If you were alive in Galatia around 49 AD, in what is now central Turkey, you would no doubt have heard about the Apostle Paul. You would have heard the buzz around town about his message of God’s love and grace… how he taught that through faith alone in Jesus, one could be saved out of darkness into intimacy with God the Father.

-  No longer did you need to earn your salvation by fulfilling endless religious laws and obligations. That salvation came to us solely thru the grace of God.

-  This message meant the world to Paul… and he endured beatings and abuse… in order to share it with the people of Galatia. It meant so much to him because Paul himself had been a slave to religious zealotry and legalism for most of his life up until that time.

-  He knew what it meant to be free, to know true liberty in Christ. And since meeting Jesus on that road to Damascus, Paul had spent his life spreading the news of that freedom.

Yet now, several years later, with Paul now back in Antioch, you hear of a group of so-called Christians come into town, trying to convince you that salvation isn’t earned thru faith in Jesus alone, as Paul had claimed, but that it comes as they also keep Jewish law and observances.

-  Having lived on both sides of that fence, between freedom and Law, nothing bothered Paul more than seeing people return to bondage.

-  And that's just what he learned his Galatian friends had fallen into: Men and women, who had found freedom in Christ, were being pressured and persuaded to return to a life of slavery under the weight of religious rules and regulations.

If you were there, you would have heard these Judaizers telling everyone just how dangerous Paul’s doctrine of grace was… how it supposedly replaced the Law of God with a license to sin. “If we do away with our rules the church will fall apart!”

-  The truth is, they simply had no understanding of the true meaning of Grace.

o  Even in the church today, there are so many even godly men and women who warn against teaching too much about our liberty in Christ for fear of religious anarchy.

-  To address this type of thinking, we see Paul arguing from experience, which we looked at two weeks ago; from theology, which we looked at last time; and now we are going to see him try to apply that doctrine to their lives. For Paul, right doctrine should produce right living… and he is going to show that what the Judaizers are teaching does just the opposite.

In these last two chapters of Galatians, Paul will also argue that the believer who lives by faith isn’t going to become a rebel, as the Judaizers are claiming. It’s just the opposite.
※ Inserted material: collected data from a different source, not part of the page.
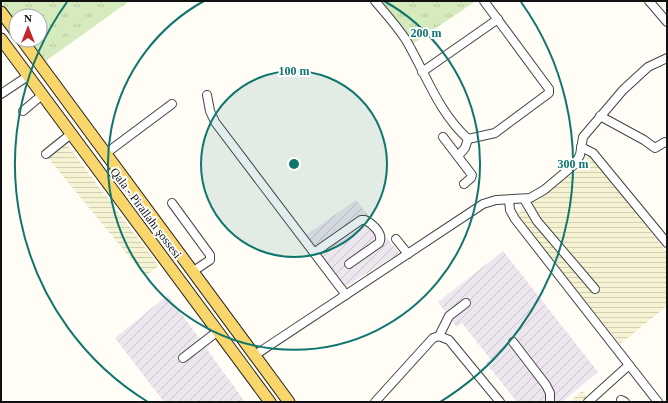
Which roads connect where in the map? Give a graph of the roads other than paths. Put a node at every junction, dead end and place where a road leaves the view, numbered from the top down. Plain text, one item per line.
1 (375, 1) edge
2 (484, 1) edge
3 (649, 1) edge
4 (1, 12) edge
5 (498, 19) junction
6 (8, 21) edge
7 (667, 22) edge
8 (1, 39) edge
9 (28, 48) edge
10 (667, 58) edge
11 (422, 72) junction
12 (28, 76) junction
13 (1, 94) edge
14 (42, 95) junction
15 (207, 95) dead end
16 (172, 104) dead end
17 (23, 111) dead end
18 (600, 116) junction
19 (71, 134) junction
20 (444, 137) dead end
21 (468, 139) junction
22 (667, 143) edge
23 (582, 147) junction
24 (46, 154) dead end
25 (105, 154) junction
26 (458, 156) junction
27 (464, 184) dead end
28 (524, 199) junction
29 (509, 200) junction
30 (172, 203) dead end
31 (396, 239) dead end
32 (667, 243) edge
33 (315, 252) junction
34 (408, 254) junction
35 (349, 264) dead end
36 (192, 272) junction
37 (595, 289) dead end
38 (346, 295) junction
39 (466, 303) dead end
40 (218, 331) junction
41 (439, 336) junction
42 (513, 342) dead end
43 (255, 355) junction
44 (183, 358) dead end
45 (629, 365) junction
46 (270, 402) edge
47 (289, 402) edge
48 (375, 402) edge
49 (500, 402) edge
50 (550, 402) edge
51 (588, 402) edge
52 (657, 402) edge

1 - 11 street
2 - 5 street
3 - 7 street
4 - 6 main road
5 - 11 street
5 - 21 street
8 - 12 main road, Qala - Pirallahı şossesi
9 - 25 main road, Qala - Pirallahı şossesi
10 - 18 street
11 - 21 street
12 - 13 street
12 - 14 main road, Qala - Pirallahı şossesi
14 - 17 street
14 - 19 main road, Qala - Pirallahı şossesi
15 - 33 street
16 - 25 street
18 - 22 street
18 - 23 street
19 - 24 street
19 - 40 main road, Qala - Pirallahı şossesi
20 - 26 street
21 - 26 street
23 - 28 street
23 - 32 street
25 - 36 main road, Qala - Pirallahı şossesi
26 - 27 street
28 - 29 street
28 - 37 street
29 - 34 street
29 - 45 street
30 - 36 street
31 - 34 street
33 - 35 street
33 - 38 street
34 - 38 street
36 - 43 main road, Qala - Pirallahı şossesi
38 - 43 street
39 - 41 street
40 - 44 street
40 - 46 main road, Qala - Pirallahı şossesi
41 - 48 street
41 - 49 street
42 - 50 street
43 - 47 main road, Qala - Pirallahı şossesi
45 - 51 street
45 - 52 street

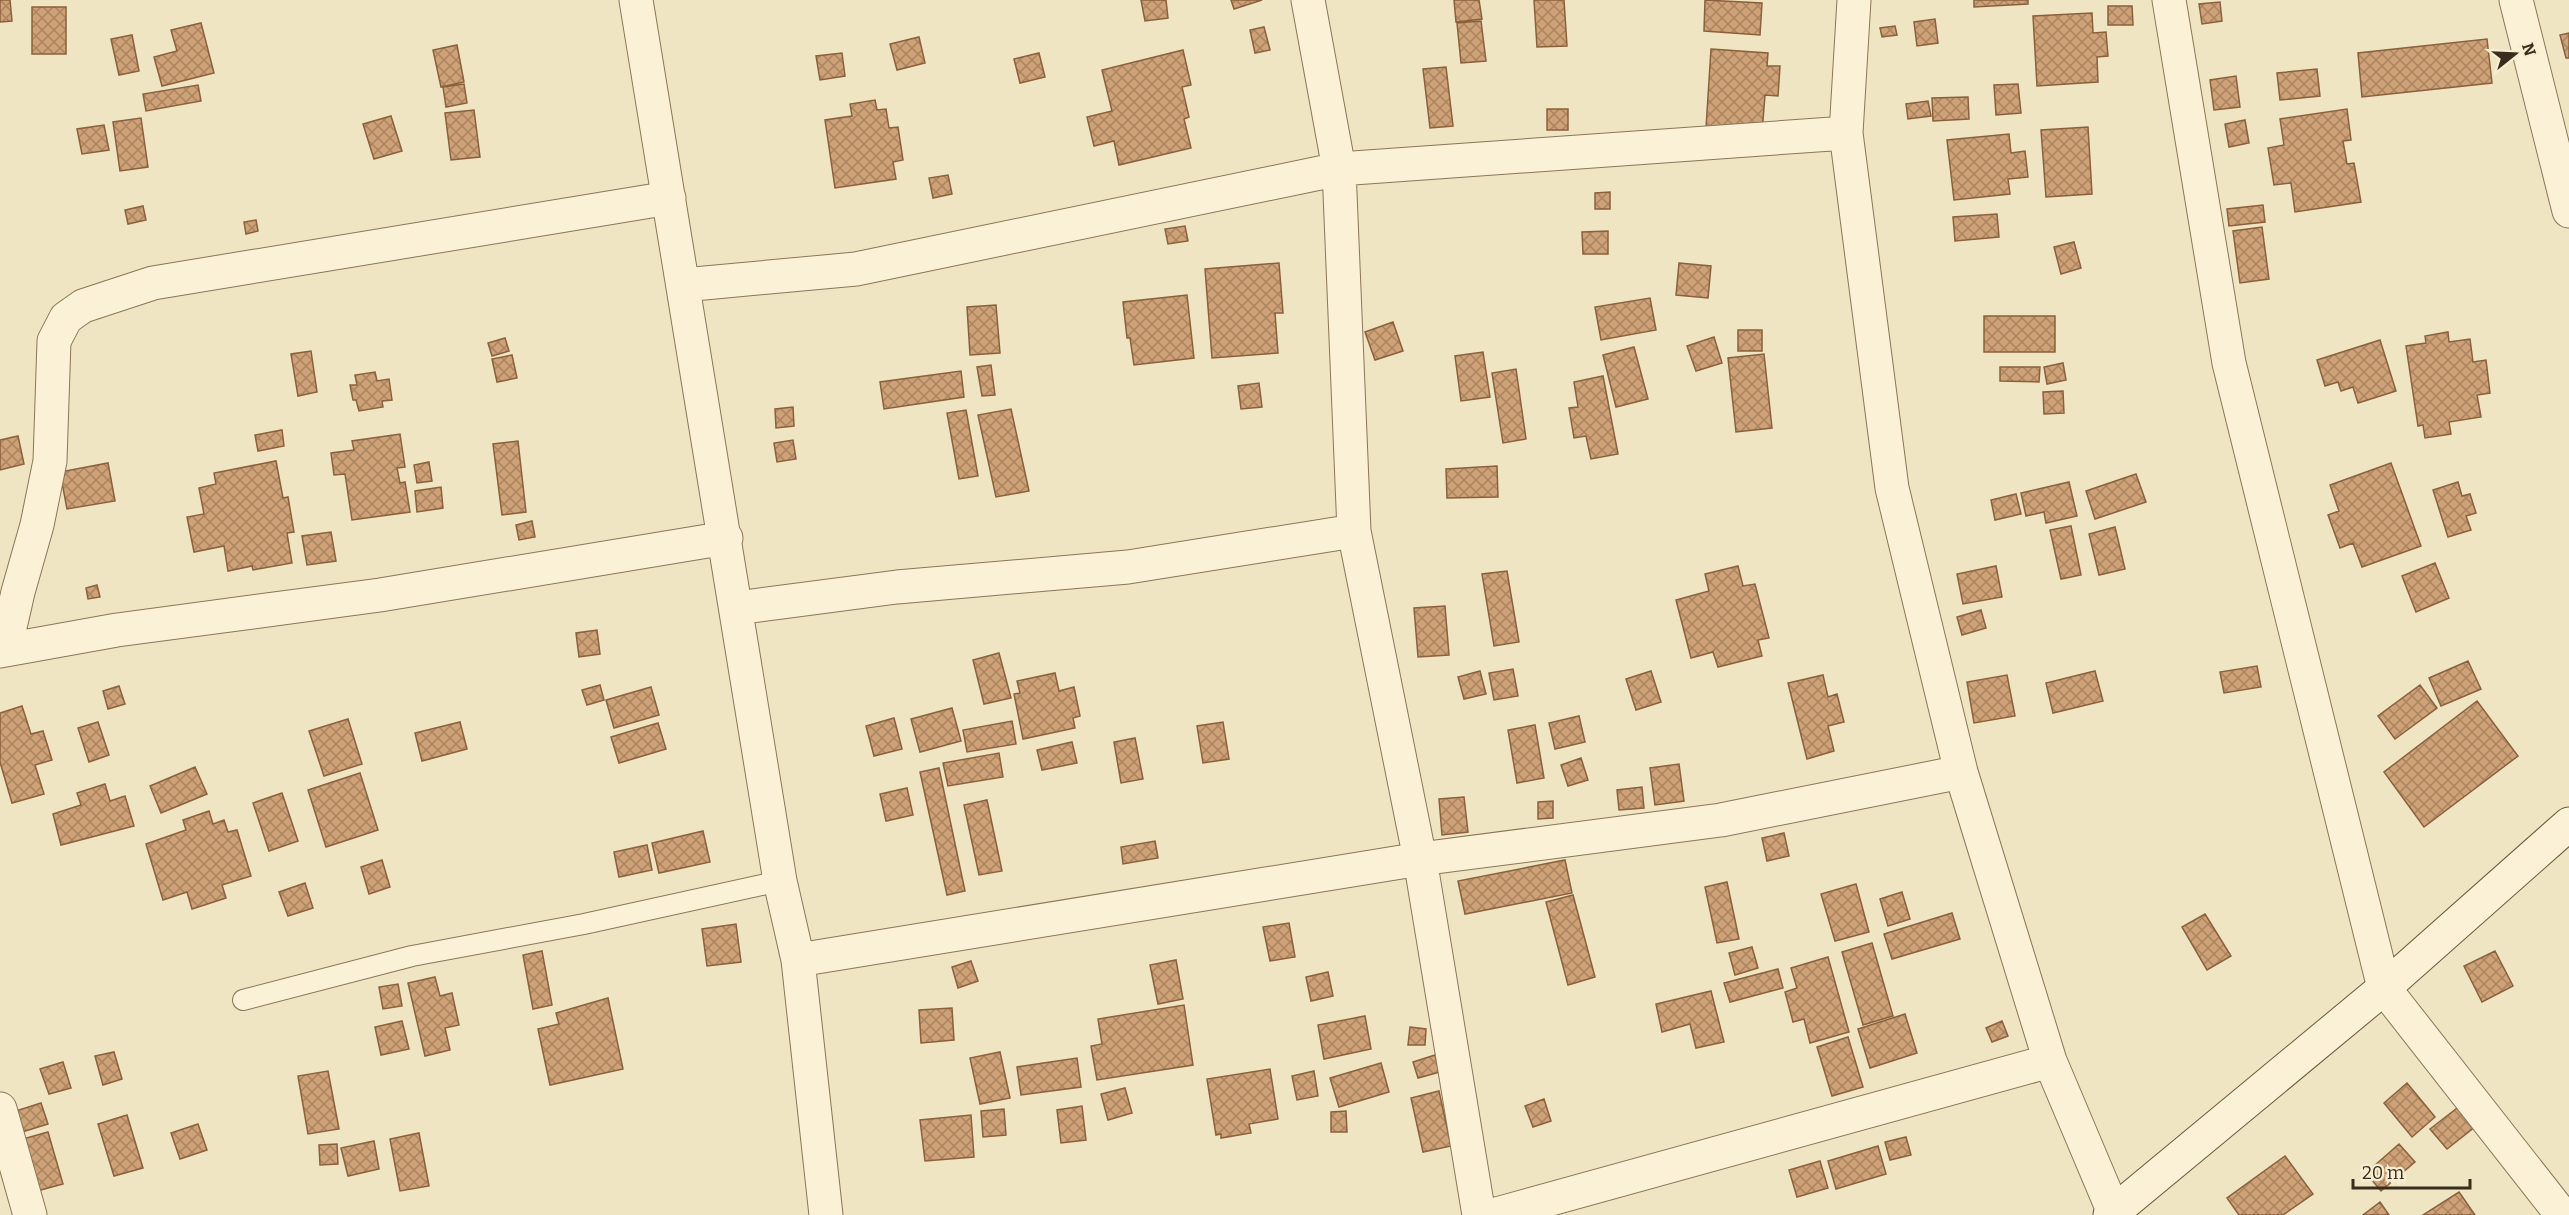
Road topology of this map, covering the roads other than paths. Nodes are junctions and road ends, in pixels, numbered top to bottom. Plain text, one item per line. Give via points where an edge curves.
1 (636, 0) edge
2 (1308, 0) edge
3 (1854, 0) edge
4 (2169, 0) edge
5 (2516, 0) edge
6 (1846, 133) junction
7 (1339, 170) junction
8 (669, 198) junction
9 (2569, 211) edge
10 (683, 285) junction
11 (1354, 531) junction
12 (726, 538) junction
13 (737, 608) junction
14 (2, 650) edge
15 (1961, 772) junction
16 (2569, 824) edge
17 (1420, 859) junction
18 (780, 881) junction
19 (798, 960) junction
20 (2384, 988) junction
21 (243, 1000) dead end
22 (2050, 1061) junction
23 (0, 1109) edge
24 (2112, 1214) edge
25 (30, 1215) edge
26 (826, 1215) edge
27 (1479, 1215) edge
28 (1493, 1215) edge
29 (2562, 1215) edge

1 - 8 street
2 - 7 street
3 - 6 street
4 - 20 street via 2229,363
5 - 9 street
6 - 7 street
6 - 15 street via 1892,488
7 - 10 street via 856,269
7 - 11 street
8 - 10 street
8 - 14 street via 153,283 83,306 66,318 54,341 50,461 37,525
10 - 12 street
11 - 13 street via 1128,567 897,587
11 - 17 street
12 - 13 street
12 - 14 street via 380,595 117,630
13 - 18 street
15 - 17 street via 1721,820
15 - 22 street
16 - 20 street
17 - 19 street
17 - 27 street
18 - 19 street
18 - 21 lane via 412,956
19 - 26 street
20 - 24 street
20 - 29 street
22 - 24 street
22 - 28 street
23 - 25 street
That person is going to experience the inner working of God, which is far more transformational than the outer discipline of man-made rules.

-  For Paul, no one could b/c a rebel who truly depends on God’s grace, who surrenders to the Spirit, who lives with a passion for His presence and intimacy with Him.

-  Yet the legalist will eventually rebel b/c he is depending on the flesh, putting his hopes on his own abilities, seeing Jesus’ work as inadequate to bring real salvation.

-  So what Paul is saying here is that our Christian liberty and our freedom in Christ are not dangerous doctrines…

-  But legalism is… whether it is on the more extreme level presented by the Judaizers or by some of those in the church today who want you to believe that your acceptance in Christ comes also thru what you do or don’t do.

You see, what is so dangerous about legalism is that it attempts to do the impossible… that is, to change or transform our essential nature by obeying a set of rules.

-  Yet we saw last week that the law was given, not to bring salvation or forgiveness, but to condemn… to imprison… and to serve as our guardian until Christ came into our lives.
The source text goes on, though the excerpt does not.